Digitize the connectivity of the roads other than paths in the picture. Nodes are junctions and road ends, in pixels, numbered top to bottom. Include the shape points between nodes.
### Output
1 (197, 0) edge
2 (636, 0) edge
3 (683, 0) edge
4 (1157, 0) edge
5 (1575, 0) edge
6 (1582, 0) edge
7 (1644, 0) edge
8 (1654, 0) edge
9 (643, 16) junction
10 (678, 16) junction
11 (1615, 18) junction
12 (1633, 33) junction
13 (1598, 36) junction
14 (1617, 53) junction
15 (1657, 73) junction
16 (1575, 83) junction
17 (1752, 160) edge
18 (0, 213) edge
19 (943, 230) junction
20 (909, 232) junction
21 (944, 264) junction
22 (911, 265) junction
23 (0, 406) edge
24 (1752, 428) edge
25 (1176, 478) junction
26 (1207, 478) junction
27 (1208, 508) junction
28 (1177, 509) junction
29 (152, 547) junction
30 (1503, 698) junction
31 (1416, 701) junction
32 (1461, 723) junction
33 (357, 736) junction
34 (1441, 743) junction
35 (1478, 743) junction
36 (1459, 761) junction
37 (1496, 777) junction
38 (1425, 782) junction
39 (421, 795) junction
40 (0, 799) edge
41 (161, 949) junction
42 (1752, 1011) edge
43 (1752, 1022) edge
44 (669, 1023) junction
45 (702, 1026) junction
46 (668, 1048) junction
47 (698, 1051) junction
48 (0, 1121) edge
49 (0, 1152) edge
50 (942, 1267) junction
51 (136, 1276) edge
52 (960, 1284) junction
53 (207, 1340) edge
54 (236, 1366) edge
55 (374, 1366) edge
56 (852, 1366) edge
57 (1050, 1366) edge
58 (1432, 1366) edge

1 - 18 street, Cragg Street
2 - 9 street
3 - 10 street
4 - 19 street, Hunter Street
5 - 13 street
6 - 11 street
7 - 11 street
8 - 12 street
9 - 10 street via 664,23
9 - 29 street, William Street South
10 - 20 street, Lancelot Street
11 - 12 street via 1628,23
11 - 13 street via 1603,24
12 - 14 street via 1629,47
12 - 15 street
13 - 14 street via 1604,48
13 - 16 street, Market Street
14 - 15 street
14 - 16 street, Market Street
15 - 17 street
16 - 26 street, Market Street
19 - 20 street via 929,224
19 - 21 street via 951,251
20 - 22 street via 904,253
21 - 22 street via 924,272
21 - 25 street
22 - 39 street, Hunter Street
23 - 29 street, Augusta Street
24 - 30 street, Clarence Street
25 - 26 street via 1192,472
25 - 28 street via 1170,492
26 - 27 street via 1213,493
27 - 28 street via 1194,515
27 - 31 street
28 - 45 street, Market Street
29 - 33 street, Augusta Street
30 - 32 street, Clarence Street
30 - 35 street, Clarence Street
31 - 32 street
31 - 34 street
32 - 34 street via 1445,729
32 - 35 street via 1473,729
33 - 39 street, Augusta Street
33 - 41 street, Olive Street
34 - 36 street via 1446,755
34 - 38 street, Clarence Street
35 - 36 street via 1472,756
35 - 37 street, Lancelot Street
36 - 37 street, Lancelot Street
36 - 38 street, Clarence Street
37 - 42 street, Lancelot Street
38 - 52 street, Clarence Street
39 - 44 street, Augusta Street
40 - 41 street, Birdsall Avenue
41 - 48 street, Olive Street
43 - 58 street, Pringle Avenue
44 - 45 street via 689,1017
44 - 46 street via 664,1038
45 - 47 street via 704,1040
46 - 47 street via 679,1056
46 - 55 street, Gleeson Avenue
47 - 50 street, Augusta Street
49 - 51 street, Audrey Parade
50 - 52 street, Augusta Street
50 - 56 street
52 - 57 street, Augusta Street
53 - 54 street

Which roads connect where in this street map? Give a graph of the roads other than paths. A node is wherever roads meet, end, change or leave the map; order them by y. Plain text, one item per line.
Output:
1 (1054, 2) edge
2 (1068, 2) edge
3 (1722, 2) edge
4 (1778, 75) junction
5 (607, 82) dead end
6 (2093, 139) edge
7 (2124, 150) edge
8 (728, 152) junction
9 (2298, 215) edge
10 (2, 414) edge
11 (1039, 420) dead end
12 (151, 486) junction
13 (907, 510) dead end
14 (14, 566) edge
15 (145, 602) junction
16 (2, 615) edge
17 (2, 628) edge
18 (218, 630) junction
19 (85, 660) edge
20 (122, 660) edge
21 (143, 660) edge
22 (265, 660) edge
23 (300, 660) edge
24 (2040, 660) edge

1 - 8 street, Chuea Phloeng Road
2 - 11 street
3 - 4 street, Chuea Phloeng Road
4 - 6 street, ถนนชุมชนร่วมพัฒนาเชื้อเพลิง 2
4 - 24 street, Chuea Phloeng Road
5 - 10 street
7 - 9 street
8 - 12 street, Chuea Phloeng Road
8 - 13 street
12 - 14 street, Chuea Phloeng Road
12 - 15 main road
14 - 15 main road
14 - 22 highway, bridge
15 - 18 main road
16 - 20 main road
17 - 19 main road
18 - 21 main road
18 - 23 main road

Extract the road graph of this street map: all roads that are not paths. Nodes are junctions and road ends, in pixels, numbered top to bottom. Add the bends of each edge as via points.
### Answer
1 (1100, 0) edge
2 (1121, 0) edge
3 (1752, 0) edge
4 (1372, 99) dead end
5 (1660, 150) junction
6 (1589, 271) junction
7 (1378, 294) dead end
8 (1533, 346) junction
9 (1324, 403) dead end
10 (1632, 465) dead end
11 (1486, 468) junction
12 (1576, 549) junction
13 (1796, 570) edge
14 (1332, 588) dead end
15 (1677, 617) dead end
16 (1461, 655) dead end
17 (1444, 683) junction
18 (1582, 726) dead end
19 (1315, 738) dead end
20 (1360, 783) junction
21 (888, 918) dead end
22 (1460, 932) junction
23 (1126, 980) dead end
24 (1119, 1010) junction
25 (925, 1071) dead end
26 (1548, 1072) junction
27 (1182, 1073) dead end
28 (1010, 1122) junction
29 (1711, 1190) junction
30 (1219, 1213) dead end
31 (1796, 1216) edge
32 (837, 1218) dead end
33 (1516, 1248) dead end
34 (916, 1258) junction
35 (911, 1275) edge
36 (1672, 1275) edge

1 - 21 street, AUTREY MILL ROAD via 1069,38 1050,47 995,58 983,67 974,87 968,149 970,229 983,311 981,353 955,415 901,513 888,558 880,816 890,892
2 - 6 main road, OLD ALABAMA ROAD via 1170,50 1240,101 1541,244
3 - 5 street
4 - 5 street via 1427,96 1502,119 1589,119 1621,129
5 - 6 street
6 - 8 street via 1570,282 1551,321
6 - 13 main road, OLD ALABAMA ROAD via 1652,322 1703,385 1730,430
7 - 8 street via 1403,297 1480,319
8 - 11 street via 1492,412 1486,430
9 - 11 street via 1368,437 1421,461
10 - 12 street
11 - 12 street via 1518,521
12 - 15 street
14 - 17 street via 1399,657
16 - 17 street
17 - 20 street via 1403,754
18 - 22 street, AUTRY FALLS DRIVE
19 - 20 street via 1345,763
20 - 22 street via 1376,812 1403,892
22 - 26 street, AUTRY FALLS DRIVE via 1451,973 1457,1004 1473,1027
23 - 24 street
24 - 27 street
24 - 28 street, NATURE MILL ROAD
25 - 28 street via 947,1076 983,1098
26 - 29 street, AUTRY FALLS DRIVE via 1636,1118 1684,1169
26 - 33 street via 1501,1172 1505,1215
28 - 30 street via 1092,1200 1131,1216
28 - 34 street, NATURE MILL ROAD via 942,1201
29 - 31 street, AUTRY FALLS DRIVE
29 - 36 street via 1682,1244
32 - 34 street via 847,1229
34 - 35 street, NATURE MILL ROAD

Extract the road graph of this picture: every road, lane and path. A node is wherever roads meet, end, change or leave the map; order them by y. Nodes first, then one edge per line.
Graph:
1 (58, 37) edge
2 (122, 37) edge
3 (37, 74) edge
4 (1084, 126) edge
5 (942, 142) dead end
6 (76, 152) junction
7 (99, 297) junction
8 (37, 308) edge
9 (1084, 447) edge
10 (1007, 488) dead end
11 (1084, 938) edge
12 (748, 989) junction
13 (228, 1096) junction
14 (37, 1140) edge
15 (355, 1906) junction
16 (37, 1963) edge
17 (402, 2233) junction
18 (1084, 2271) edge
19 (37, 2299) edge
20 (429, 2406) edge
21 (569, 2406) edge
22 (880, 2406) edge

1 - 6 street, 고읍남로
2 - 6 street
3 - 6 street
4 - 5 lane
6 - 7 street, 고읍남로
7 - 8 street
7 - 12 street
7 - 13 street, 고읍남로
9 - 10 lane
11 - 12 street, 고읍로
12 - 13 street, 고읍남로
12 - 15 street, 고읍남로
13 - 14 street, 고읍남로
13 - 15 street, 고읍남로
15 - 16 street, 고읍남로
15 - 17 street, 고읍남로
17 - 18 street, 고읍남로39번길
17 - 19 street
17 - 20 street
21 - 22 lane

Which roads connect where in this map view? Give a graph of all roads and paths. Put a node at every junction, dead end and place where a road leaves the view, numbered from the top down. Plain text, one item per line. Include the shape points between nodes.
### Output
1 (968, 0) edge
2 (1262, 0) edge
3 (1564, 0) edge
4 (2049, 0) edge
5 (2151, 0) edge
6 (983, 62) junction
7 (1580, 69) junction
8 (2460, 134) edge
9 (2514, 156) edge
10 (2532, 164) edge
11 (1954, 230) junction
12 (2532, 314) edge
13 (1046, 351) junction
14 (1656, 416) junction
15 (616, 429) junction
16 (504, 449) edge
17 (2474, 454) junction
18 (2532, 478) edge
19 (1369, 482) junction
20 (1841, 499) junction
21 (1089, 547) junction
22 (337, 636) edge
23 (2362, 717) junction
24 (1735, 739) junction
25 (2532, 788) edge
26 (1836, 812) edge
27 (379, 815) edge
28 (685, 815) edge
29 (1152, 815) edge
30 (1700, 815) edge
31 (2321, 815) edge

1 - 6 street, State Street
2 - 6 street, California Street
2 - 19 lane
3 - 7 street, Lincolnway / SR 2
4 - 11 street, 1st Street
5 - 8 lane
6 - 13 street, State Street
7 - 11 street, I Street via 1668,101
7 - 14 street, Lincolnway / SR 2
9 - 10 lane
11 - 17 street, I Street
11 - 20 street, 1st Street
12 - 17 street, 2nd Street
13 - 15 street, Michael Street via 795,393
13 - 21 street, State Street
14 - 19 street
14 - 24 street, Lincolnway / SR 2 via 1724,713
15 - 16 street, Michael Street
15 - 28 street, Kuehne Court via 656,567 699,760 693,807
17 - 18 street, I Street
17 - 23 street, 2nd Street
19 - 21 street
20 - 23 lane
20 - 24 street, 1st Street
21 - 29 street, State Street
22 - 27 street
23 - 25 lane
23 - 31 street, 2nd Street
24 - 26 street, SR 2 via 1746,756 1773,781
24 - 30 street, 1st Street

○ ○ ○ ○ ○

Where a line above contains the word "MILL", copy that line.

1 - 21 street, AUTREY MILL ROAD via 1069,38 1050,47 995,58 983,67 974,87 968,149 970,229 983,311 981,353 955,415 901,513 888,558 880,816 890,892
24 - 28 street, NATURE MILL ROAD
28 - 34 street, NATURE MILL ROAD via 942,1201
34 - 35 street, NATURE MILL ROAD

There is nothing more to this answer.